(Beginning of Task material)
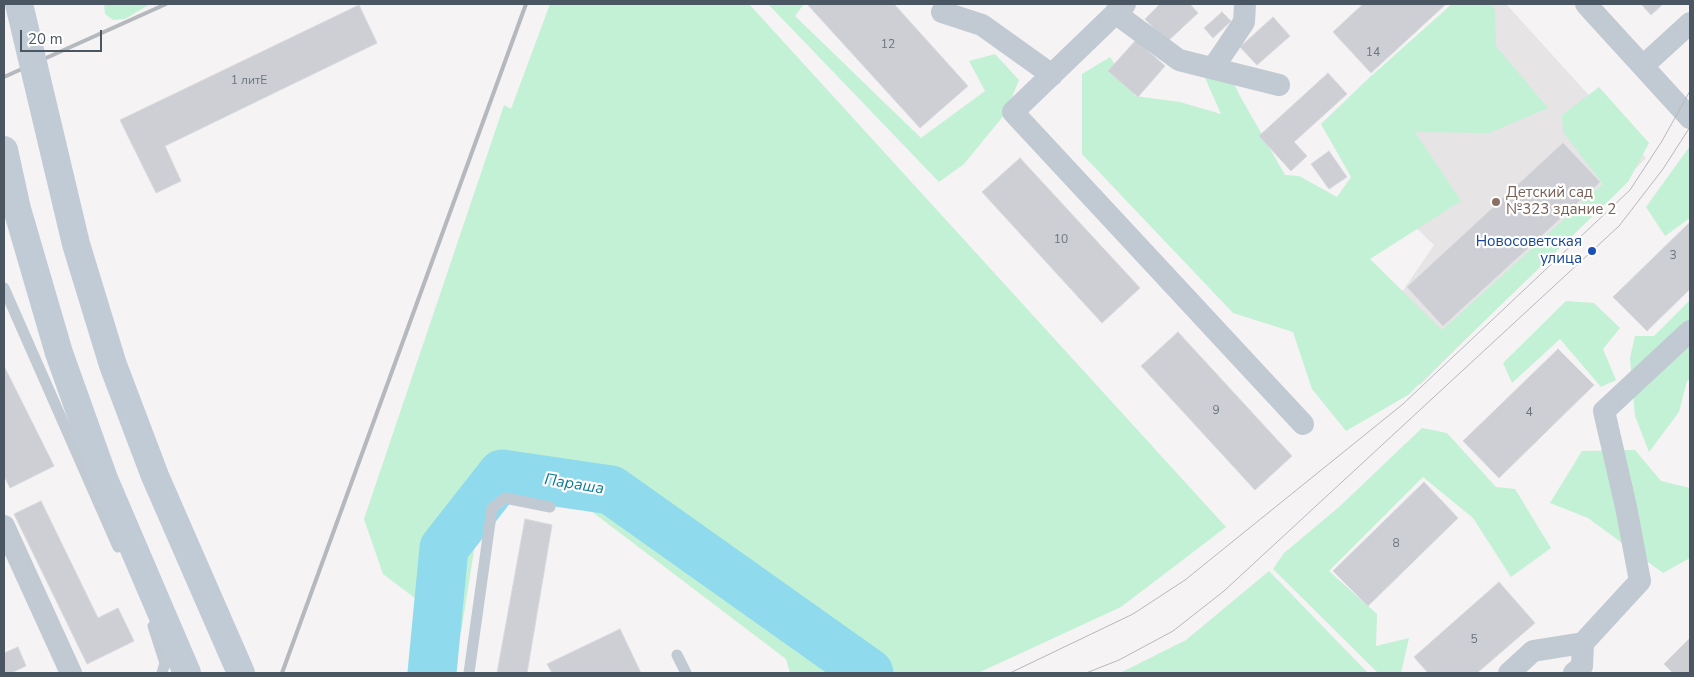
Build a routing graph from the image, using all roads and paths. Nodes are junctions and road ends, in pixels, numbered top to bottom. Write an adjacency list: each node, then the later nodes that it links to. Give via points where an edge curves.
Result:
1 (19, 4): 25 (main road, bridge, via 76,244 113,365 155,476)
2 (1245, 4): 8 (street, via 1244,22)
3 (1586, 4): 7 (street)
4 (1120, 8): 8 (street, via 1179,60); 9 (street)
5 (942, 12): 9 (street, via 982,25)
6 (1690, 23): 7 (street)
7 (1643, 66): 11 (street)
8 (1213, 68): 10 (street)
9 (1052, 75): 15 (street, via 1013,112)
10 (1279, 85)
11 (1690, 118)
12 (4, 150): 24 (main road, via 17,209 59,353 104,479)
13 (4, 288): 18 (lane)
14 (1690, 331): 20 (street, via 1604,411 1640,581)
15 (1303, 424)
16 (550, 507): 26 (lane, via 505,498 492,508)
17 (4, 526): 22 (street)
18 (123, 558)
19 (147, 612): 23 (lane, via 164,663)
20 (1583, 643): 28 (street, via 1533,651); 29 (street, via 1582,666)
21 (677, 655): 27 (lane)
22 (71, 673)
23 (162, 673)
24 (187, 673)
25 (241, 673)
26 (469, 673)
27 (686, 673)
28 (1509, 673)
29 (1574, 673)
(End of Task material)
| What you need to do |
Print all entries exactly. The images do not belong in the copy.

| Output for this exercise |
Build a routing graph from the image, using all roads and paths. Nodes are junctions and road ends, in pixels, numbered top to bottom. Write an adjacency list: each node, then the later nodes that it links to. Give via points where an edge curves.
Result:
1 (19, 4): 25 (main road, bridge, via 76,244 113,365 155,476)
2 (1245, 4): 8 (street, via 1244,22)
3 (1586, 4): 7 (street)
4 (1120, 8): 8 (street, via 1179,60); 9 (street)
5 (942, 12): 9 (street, via 982,25)
6 (1690, 23): 7 (street)
7 (1643, 66): 11 (street)
8 (1213, 68): 10 (street)
9 (1052, 75): 15 (street, via 1013,112)
10 (1279, 85)
11 (1690, 118)
12 (4, 150): 24 (main road, via 17,209 59,353 104,479)
13 (4, 288): 18 (lane)
14 (1690, 331): 20 (street, via 1604,411 1640,581)
15 (1303, 424)
16 (550, 507): 26 (lane, via 505,498 492,508)
17 (4, 526): 22 (street)
18 (123, 558)
19 (147, 612): 23 (lane, via 164,663)
20 (1583, 643): 28 (street, via 1533,651); 29 (street, via 1582,666)
21 (677, 655): 27 (lane)
22 (71, 673)
23 (162, 673)
24 (187, 673)
25 (241, 673)
26 (469, 673)
27 (686, 673)
28 (1509, 673)
29 (1574, 673)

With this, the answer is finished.